Several marketing associates on my team are Millennials, and many members of my staff (myself included) don't really understand their mindset. What are some key things we need to grasp about Millennials to ensure that we all mesh as marketers?

A.
Millennial's aren't just your company's customers; they're your co-workers, employees, and sometimes your bosses, too. To help bridge that generational gap, here are some expert findings we hope will bust some myths about Generation Y.

➤ Millennials rarely job hop. Stereotyped as fickle employees who flit from job to job, Millennials are actually staying with employers longer than Generation X workers. Probably as a result of the Great Recession and aggravated by their debt burdens ($1.2 trillion in student-loan debt alone), Millennials are more likely than members of Generation X to stick with an employer for three to six years.

➤ They work 24/7, not 9 a.m. to 5 p.m. According to Cisco Systems Inc.'s Connected World Technology Report, Millennials might be described as an "all work, all the time" generation. About one quarter of Generation Y professionals say their employer allows them to work from home – at least to some degree. That malleability may come with a price, as more than half consider themselves available for work 24/7 by phone and email. Additionally, more than four out of every 10 Millennials view themselves as a so-called "supertasker," which is defined as one who can effectively accomplish more than two things at once. And since half of Millennials believe supertasking can result in heightened productivity, 56 percent of Generation Y believe they boast greater efficiency than their older Generation X office mates.

➤ Casual is the status quo. Where Generation Y diverts from its predecessors, however, is blind allegiance to tradition. When it comes to dress codes, casual is the new black, as stiff and formal office attire went out of style with "Mad Men." Nearly 80 percent of Millennials believe jeans should at least occasionally be allowed in the workplace.

➤ Social media is sacred. Loyal and hardworking they may be, but when it comes to their employers policing social media, Millennials think rules are made to be broken, as 56 percent won't work for a company that restricts social-media access. Even if they are employed by a business that has a more up-to-date view on social media, cultural rifts can still exist. For example, nearly 40 percent of Generation Y believes blogging about workplace issues is acceptable, while just 28 percent of baby boomers do. Not surprisingly, it follows then that about 70 percent of Millennials don't always comply with their company's social-media policies.
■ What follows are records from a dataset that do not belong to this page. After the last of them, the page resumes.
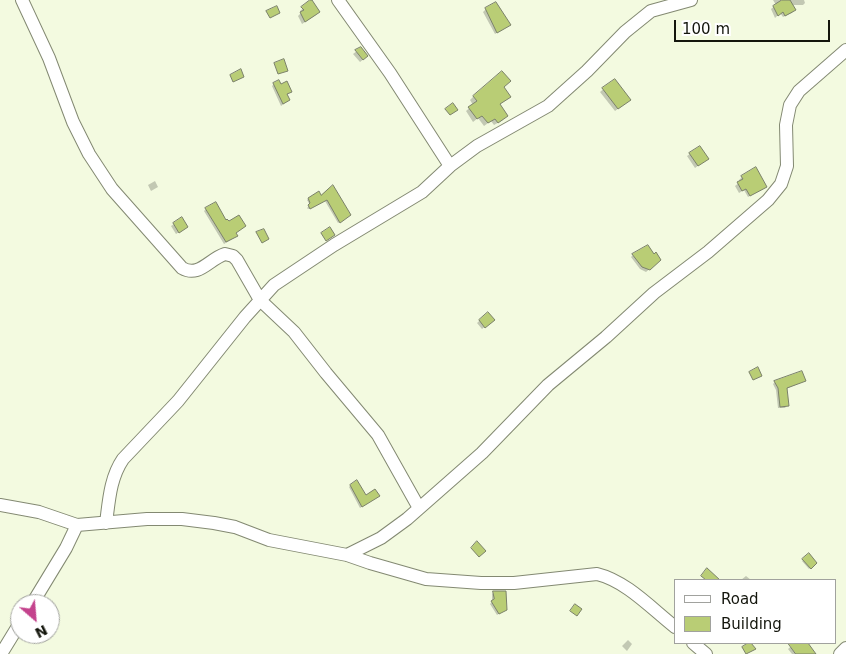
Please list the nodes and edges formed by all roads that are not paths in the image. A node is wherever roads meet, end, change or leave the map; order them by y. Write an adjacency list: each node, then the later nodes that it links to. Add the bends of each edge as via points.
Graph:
1 (22, 0): 6 (street, via 49,58 73,122 88,154 108,184 182,268 195,272 220,256 233,256)
2 (338, 0): 5 (street)
3 (691, 0): 5 (street, via 651,11 548,106 485,141)
4 (846, 50): 8 (street, via 800,91 790,105 786,125 787,166 776,192 548,385 482,453)
5 (450, 166): 6 (street, via 422,192 290,274)
6 (260, 300): 8 (street, via 294,332 378,436); 9 (street, via 178,401 117,468)
7 (0, 505): 10 (street, via 38,512)
8 (419, 508): 11 (street, via 381,538)
9 (106, 523): 10 (street); 11 (street, via 147,519 214,523 269,540)
10 (77, 525): 12 (street)
11 (348, 555): 13 (street, via 426,579 452,582 514,583 597,574 608,576)
12 (38, 594)
13 (674, 626)
14 (10, 639): 17 (street)
15 (694, 644): 18 (street)
16 (846, 648): 19 (street)
17 (1, 654)
18 (706, 654)
19 (840, 654)

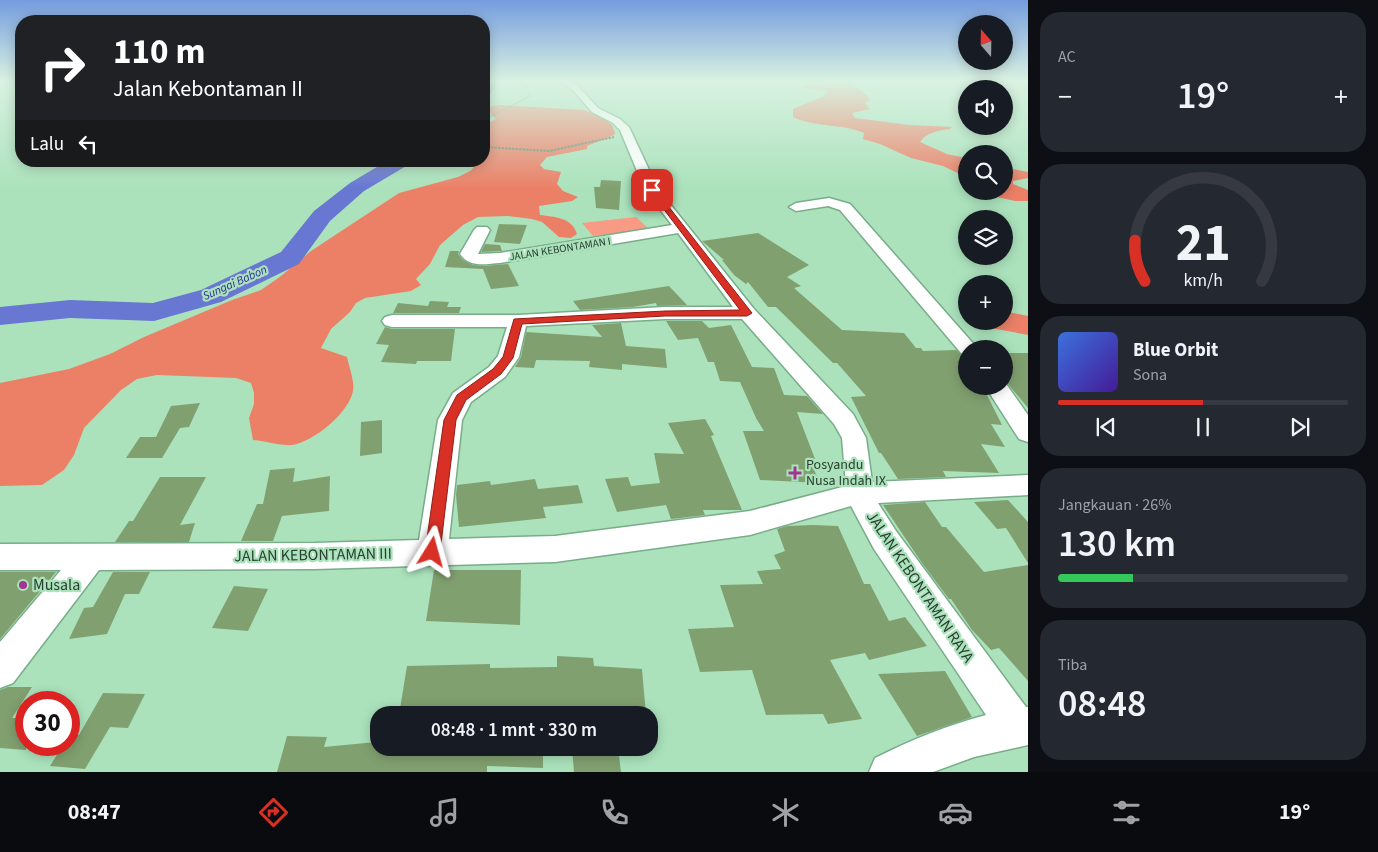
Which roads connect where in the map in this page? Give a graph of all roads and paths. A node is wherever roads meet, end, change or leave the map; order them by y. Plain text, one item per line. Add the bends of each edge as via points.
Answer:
1 (607, 116) edge
2 (628, 134) junction
3 (490, 147) edge
4 (796, 207) dead end
5 (682, 228) junction
6 (482, 230) dead end
7 (747, 313) junction
8 (392, 321) dead end
9 (518, 321) junction
10 (960, 340) edge
11 (1002, 395) edge
12 (1028, 433) edge
13 (1028, 485) edge
14 (860, 493) junction
15 (432, 552) junction
16 (0, 557) edge
17 (91, 557) junction
18 (0, 670) edge
19 (1023, 727) edge
20 (889, 772) edge

1 - 2 street via 620,123
2 - 3 path via 549,151
2 - 5 street, JALAN KEBONTAMAN RAYA via 646,179
4 - 10 street via 829,202 845,207
5 - 6 street, JALAN KEBONTAMAN I via 500,258 474,259 468,254
5 - 7 street, JALAN KEBONTAMAN RAYA
7 - 9 street
7 - 14 street, JALAN KEBONTAMAN RAYA via 844,420 854,438
8 - 9 street
9 - 15 street via 508,358 497,372 461,398 450,420
11 - 12 street
13 - 14 street, JALAN KEBONTAMAN III
14 - 15 street, JALAN KEBONTAMAN III via 758,521 688,532 555,549
14 - 19 street, JALAN KEBONTAMAN RAYA via 885,540
15 - 17 street, JALAN KEBONTAMAN III
16 - 17 street, JALAN KEBONTAMAN III
17 - 18 street
19 - 20 street, JALAN KEBONTAMAN RAYA via 964,742

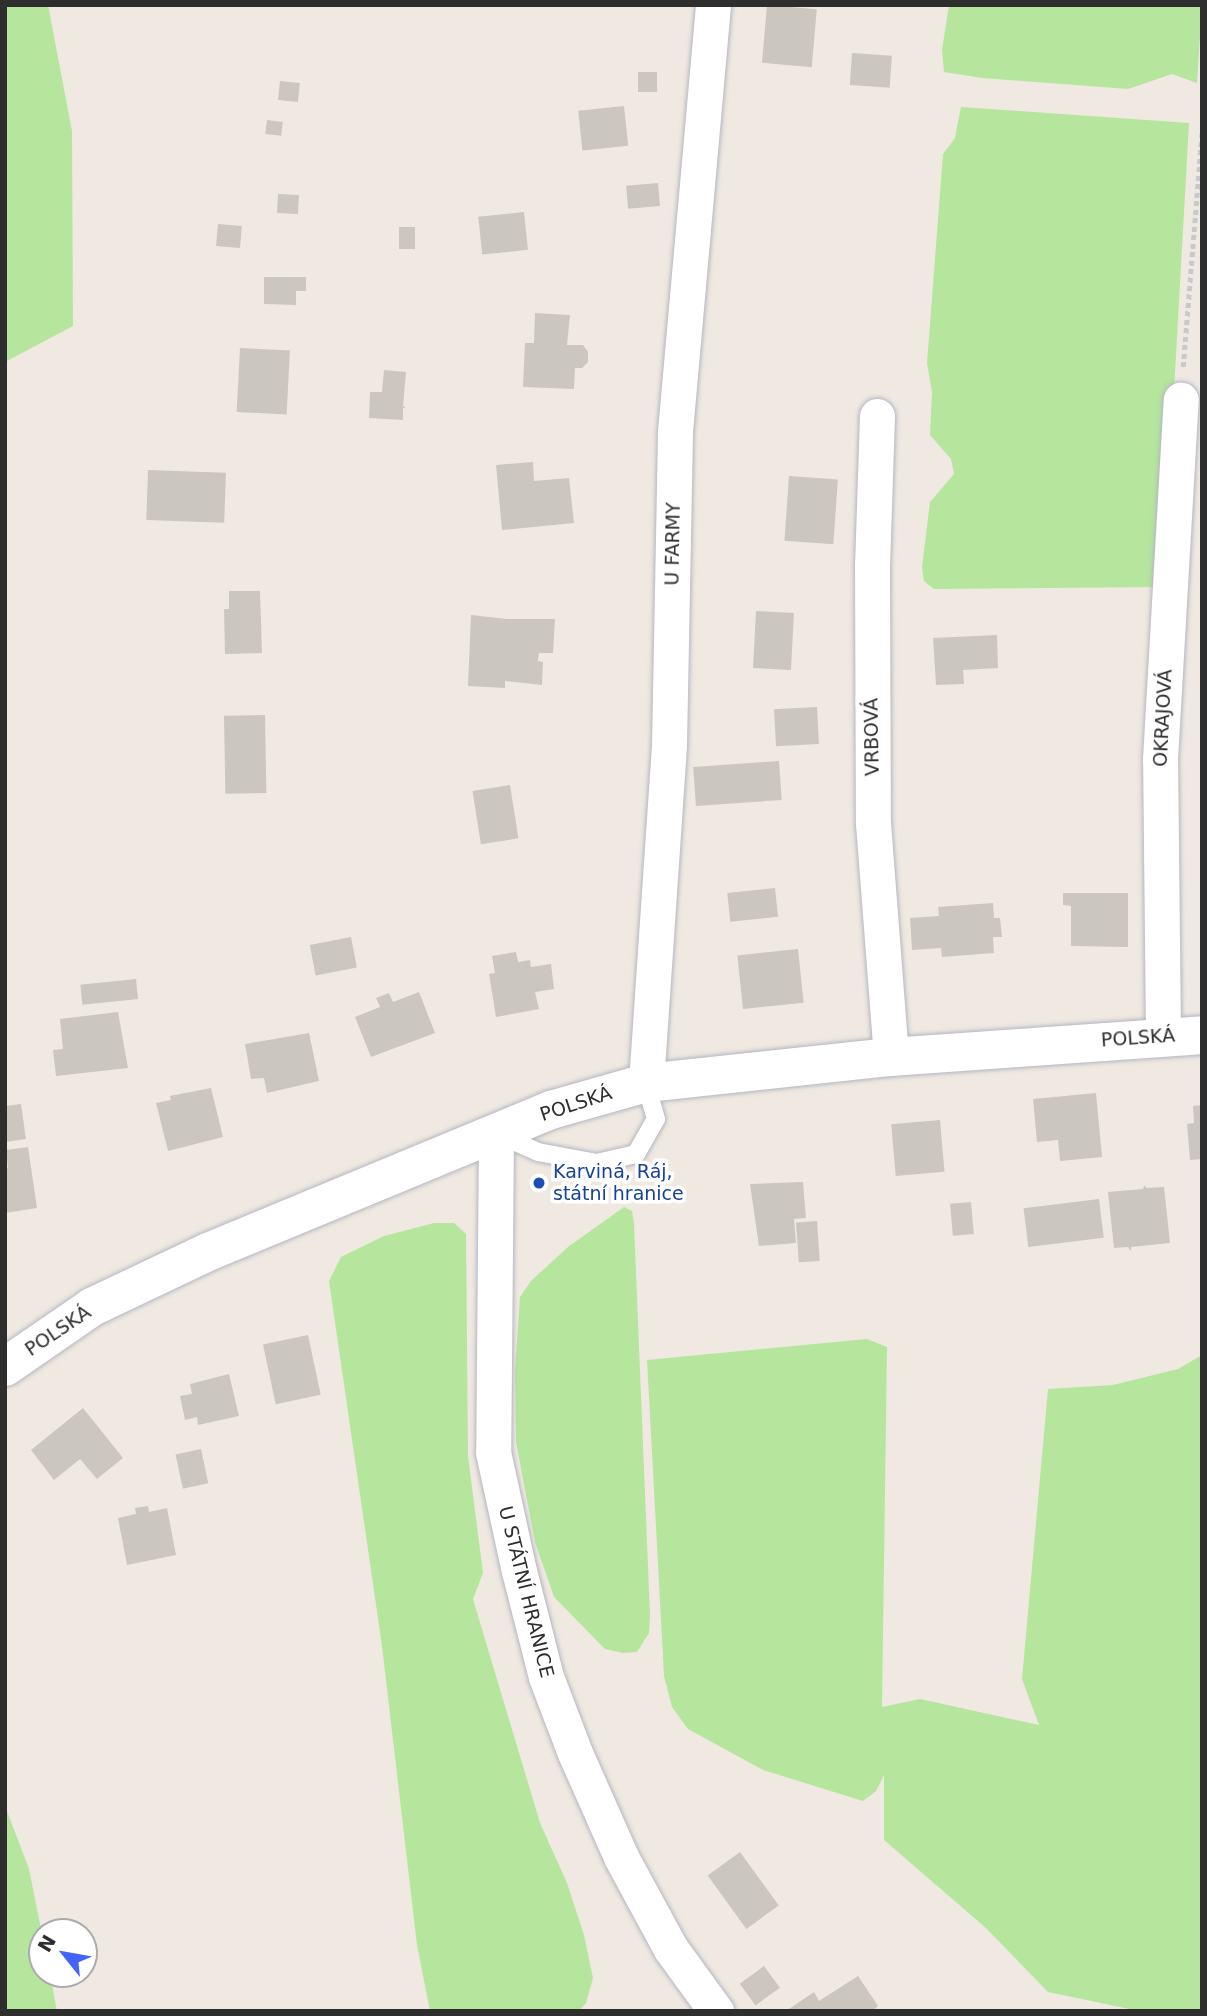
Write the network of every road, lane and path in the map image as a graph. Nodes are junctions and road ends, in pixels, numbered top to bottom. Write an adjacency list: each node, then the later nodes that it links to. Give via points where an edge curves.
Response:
1 (713, 5): 8 (street, U FARMY, via 675,431 669,745)
2 (1202, 130): 3 (path)
3 (1181, 400): 6 (street, OKRAJOVÁ, via 1160,759)
4 (877, 416): 7 (street, VRBOVÁ, via 872,565 873,823)
5 (1202, 1035): 6 (street, POLSKÁ)
6 (1163, 1036): 7 (street, POLSKÁ)
7 (891, 1057): 8 (street, POLSKÁ)
8 (646, 1083): 9 (street, POLSKÁ, via 551,1110); 9 (lane, via 656,1119 636,1154 597,1163 538,1152)
9 (496, 1133): 10 (street, POLSKÁ, via 208,1252 92,1307); 11 (street, U STÁTNÍ HRANICE, via 493,1452 522,1584 546,1677 621,1857 671,1949)
10 (5, 1367)
11 (716, 2011)

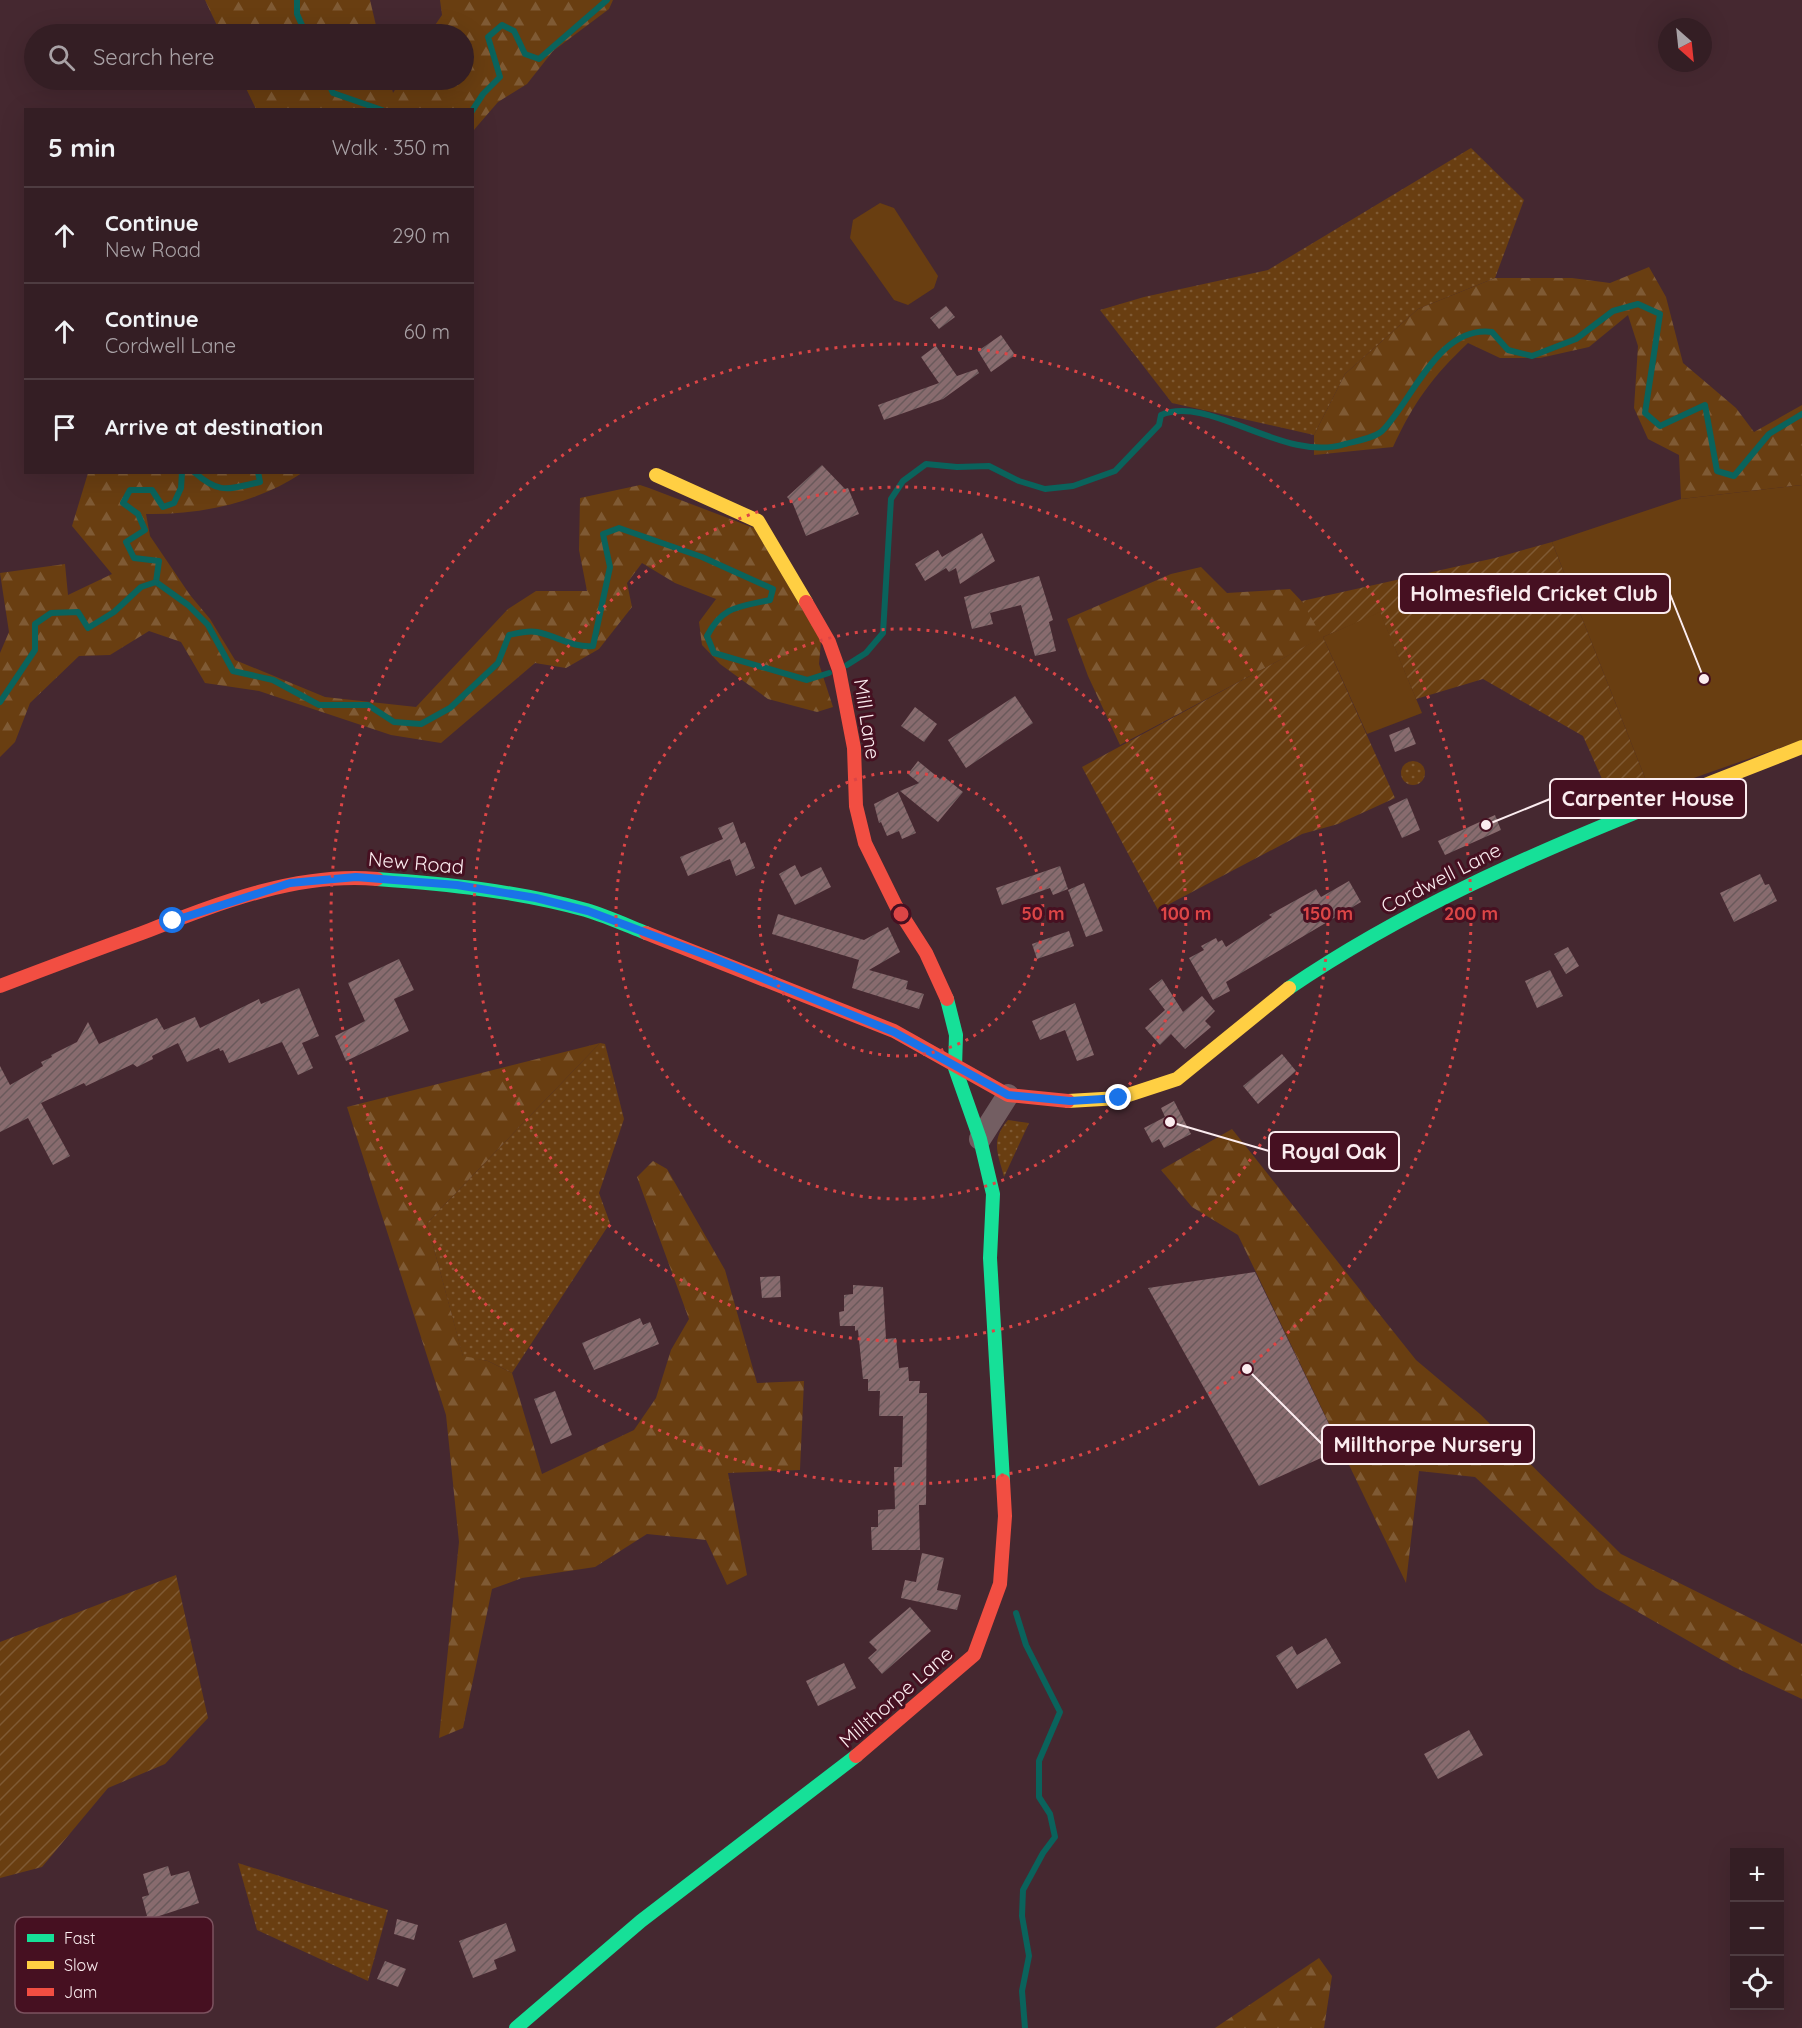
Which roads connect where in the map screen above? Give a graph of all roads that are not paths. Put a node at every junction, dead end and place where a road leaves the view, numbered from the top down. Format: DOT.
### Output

➤ Instant recognition trumps standard performance reviews. Formal performance reviews are also considered as much a relic of the past as telephone books and landline phones. A study by Achievers Corp. and Experience Inc. found a whopping 80 percent of Generation Y respondents said they prefer on-the-spot recognition/critiques over formal reviews that might only occur at traditional intervals of six months or more. Indeed, 35 percent said they desired short bursts of feedback several times a day – think tweet-long emails or verbal comments running just a sentence or two.

➤ Mentors are mandatory. Another way Millennials flout the past is their attitude toward mentoring. A study from UrbanBound Inc. found that 75 percent of Millennials want a workplace sensei to guide them through the corporate jungle. Of those Millennial workers not receiving regular mentoring, 35 percent plan to search for another job within the next year. Additionally, Millennials need a chance to grow their skills and expand their knowledge. According to research from Millennial Branding, more than twice as many Millennials as baby boomers – 33 percent to 15 percent – view training and development opportunities as vital when they consider working for a company.

As you can see, there are some stark differences between Millennials and the generations that came before them. But recognizing the six aforementioned truisms can help foster understanding, and hopefully some mutual respect, between all members of your intergenerational team.